■ Task details ■
Say how many lines in the following entries include "node", and add nothing else.

[Extracted records]
········

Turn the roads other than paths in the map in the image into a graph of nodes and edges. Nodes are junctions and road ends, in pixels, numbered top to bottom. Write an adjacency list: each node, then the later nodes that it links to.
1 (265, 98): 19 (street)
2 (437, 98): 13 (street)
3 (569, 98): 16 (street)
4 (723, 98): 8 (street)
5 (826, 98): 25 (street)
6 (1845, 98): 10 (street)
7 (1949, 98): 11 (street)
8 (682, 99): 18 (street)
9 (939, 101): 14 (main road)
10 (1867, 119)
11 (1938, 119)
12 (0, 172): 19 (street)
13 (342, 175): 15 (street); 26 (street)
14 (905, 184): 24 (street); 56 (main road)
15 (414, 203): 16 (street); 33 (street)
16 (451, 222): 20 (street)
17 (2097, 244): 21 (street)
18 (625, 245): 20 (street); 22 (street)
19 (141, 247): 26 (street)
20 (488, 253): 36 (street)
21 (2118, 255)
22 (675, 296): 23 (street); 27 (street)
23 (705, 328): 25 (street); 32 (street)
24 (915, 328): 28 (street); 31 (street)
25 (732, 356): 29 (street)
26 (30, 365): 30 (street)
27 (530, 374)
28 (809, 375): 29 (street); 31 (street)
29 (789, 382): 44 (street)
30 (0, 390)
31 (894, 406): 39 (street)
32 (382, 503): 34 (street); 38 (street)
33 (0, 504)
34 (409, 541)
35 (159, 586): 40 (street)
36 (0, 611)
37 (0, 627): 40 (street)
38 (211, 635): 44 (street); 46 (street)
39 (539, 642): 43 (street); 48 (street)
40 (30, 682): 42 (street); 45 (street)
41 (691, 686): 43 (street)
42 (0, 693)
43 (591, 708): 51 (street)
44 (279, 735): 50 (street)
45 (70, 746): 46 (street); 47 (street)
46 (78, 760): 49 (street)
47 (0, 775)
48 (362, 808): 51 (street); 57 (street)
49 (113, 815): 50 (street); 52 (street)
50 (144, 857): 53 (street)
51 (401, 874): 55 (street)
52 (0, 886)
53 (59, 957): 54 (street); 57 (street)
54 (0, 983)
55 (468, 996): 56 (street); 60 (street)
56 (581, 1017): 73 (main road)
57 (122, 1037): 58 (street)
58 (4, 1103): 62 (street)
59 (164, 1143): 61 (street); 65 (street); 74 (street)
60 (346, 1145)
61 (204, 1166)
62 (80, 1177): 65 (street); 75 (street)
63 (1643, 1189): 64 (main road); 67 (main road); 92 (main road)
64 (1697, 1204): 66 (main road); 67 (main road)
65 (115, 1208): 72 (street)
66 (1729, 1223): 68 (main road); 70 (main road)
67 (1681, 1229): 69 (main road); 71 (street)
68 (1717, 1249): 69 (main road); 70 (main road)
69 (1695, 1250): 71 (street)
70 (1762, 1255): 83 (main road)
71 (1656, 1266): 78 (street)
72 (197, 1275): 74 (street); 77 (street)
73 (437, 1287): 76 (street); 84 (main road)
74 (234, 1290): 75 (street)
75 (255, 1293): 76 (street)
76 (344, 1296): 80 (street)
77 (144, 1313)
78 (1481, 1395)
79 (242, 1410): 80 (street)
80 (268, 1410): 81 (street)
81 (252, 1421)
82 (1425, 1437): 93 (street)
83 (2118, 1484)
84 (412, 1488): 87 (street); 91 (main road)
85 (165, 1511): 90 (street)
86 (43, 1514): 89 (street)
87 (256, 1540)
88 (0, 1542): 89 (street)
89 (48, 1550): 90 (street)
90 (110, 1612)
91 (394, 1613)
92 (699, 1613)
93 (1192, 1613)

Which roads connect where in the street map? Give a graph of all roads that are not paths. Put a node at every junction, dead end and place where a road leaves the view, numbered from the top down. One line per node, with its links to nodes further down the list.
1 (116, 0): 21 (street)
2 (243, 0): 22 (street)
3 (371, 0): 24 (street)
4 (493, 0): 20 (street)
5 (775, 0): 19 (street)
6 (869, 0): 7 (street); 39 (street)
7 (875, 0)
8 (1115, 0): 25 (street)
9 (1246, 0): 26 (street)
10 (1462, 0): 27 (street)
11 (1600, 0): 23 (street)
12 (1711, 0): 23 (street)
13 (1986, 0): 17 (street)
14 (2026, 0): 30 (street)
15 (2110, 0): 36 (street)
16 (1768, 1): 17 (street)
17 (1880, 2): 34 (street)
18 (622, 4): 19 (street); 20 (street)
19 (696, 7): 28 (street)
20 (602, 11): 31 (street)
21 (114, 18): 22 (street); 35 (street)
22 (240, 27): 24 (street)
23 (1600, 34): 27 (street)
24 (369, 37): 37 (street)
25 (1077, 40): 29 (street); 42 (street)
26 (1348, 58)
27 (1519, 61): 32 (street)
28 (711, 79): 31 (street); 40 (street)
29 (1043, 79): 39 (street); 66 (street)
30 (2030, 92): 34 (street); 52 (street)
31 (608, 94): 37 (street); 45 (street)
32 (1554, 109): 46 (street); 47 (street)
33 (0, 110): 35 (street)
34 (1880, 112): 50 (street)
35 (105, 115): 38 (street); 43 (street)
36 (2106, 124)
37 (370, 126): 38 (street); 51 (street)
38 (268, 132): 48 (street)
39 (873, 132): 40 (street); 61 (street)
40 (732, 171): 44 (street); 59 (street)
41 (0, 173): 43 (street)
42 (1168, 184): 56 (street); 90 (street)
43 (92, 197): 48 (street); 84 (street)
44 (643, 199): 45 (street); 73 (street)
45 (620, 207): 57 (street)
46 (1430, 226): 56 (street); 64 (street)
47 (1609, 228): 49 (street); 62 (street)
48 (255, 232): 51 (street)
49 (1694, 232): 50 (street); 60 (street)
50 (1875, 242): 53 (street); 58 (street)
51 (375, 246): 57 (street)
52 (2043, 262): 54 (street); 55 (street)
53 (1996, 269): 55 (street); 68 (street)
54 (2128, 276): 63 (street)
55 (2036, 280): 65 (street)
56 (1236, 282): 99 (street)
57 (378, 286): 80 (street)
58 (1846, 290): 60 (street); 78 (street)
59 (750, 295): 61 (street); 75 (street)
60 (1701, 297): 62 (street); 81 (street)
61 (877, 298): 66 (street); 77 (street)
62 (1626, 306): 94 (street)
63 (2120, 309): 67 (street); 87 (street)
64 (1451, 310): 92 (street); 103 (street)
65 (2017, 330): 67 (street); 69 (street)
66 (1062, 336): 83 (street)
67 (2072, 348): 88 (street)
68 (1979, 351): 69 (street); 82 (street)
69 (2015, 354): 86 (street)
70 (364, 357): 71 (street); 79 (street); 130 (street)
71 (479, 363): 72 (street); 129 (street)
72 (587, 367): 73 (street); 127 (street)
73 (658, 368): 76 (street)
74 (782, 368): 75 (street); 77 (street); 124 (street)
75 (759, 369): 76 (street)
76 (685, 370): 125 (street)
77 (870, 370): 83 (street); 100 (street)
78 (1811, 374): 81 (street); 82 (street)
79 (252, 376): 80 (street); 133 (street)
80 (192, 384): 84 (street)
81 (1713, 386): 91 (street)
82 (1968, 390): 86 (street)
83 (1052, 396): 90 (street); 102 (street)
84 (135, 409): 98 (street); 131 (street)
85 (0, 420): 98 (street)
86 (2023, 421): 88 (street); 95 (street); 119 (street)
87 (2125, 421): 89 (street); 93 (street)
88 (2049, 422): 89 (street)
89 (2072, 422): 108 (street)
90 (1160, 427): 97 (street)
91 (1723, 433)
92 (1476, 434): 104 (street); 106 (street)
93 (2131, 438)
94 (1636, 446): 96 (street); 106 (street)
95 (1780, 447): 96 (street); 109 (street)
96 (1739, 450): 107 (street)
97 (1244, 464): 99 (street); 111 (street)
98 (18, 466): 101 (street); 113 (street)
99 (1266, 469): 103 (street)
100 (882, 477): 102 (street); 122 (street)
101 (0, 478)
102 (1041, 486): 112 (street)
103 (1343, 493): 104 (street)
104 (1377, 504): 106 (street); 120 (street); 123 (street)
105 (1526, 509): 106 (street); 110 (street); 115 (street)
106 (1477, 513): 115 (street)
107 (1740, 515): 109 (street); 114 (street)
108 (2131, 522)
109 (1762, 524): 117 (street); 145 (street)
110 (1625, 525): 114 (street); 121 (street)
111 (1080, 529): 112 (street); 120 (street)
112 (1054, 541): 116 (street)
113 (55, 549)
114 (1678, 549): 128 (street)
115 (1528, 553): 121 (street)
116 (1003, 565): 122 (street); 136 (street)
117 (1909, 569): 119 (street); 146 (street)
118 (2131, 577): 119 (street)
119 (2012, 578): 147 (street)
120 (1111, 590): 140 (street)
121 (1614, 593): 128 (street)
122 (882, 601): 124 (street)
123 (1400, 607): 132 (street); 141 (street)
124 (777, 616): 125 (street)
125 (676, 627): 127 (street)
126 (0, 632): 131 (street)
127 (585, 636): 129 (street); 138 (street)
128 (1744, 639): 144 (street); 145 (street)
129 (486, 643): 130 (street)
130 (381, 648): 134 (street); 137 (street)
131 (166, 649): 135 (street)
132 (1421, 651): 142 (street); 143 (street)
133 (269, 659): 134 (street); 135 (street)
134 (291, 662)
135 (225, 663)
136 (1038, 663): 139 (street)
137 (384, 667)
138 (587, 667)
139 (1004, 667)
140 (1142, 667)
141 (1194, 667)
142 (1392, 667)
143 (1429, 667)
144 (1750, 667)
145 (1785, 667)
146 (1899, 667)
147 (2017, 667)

········

■ Answer to the problem ■
2